**EXERCISE GOAL:** The result should be every line in the material below containing the string "path".

**EXTRACTED MATERIAL:**
= = =

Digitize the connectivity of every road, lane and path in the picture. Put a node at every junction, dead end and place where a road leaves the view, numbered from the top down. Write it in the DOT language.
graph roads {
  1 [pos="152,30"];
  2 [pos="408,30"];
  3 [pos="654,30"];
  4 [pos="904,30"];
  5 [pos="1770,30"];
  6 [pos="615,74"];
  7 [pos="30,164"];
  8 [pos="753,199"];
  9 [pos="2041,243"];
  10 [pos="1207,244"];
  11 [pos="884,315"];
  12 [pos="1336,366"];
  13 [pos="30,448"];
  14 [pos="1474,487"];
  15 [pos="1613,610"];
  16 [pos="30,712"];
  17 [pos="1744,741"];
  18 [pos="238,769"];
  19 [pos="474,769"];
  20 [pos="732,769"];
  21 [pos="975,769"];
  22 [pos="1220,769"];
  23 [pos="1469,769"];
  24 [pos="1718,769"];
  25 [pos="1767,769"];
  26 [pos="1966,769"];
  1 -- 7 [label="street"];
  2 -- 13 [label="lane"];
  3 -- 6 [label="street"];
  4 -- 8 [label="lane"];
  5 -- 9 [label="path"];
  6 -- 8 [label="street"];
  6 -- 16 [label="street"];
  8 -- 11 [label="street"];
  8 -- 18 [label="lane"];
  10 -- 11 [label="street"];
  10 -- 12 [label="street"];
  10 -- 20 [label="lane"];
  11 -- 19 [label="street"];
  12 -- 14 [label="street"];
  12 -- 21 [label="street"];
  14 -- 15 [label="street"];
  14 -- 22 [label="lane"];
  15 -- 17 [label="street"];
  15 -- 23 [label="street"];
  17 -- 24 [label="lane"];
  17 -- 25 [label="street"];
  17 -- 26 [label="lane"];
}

= = =

**TASK RESULT:**
Digitize the connectivity of every road, lane and path in the picture. Put a node at every junction, dead end and place where a road leaves the view, numbered from the top down. Write it in the DOT language.
  5 -- 9 [label="path"];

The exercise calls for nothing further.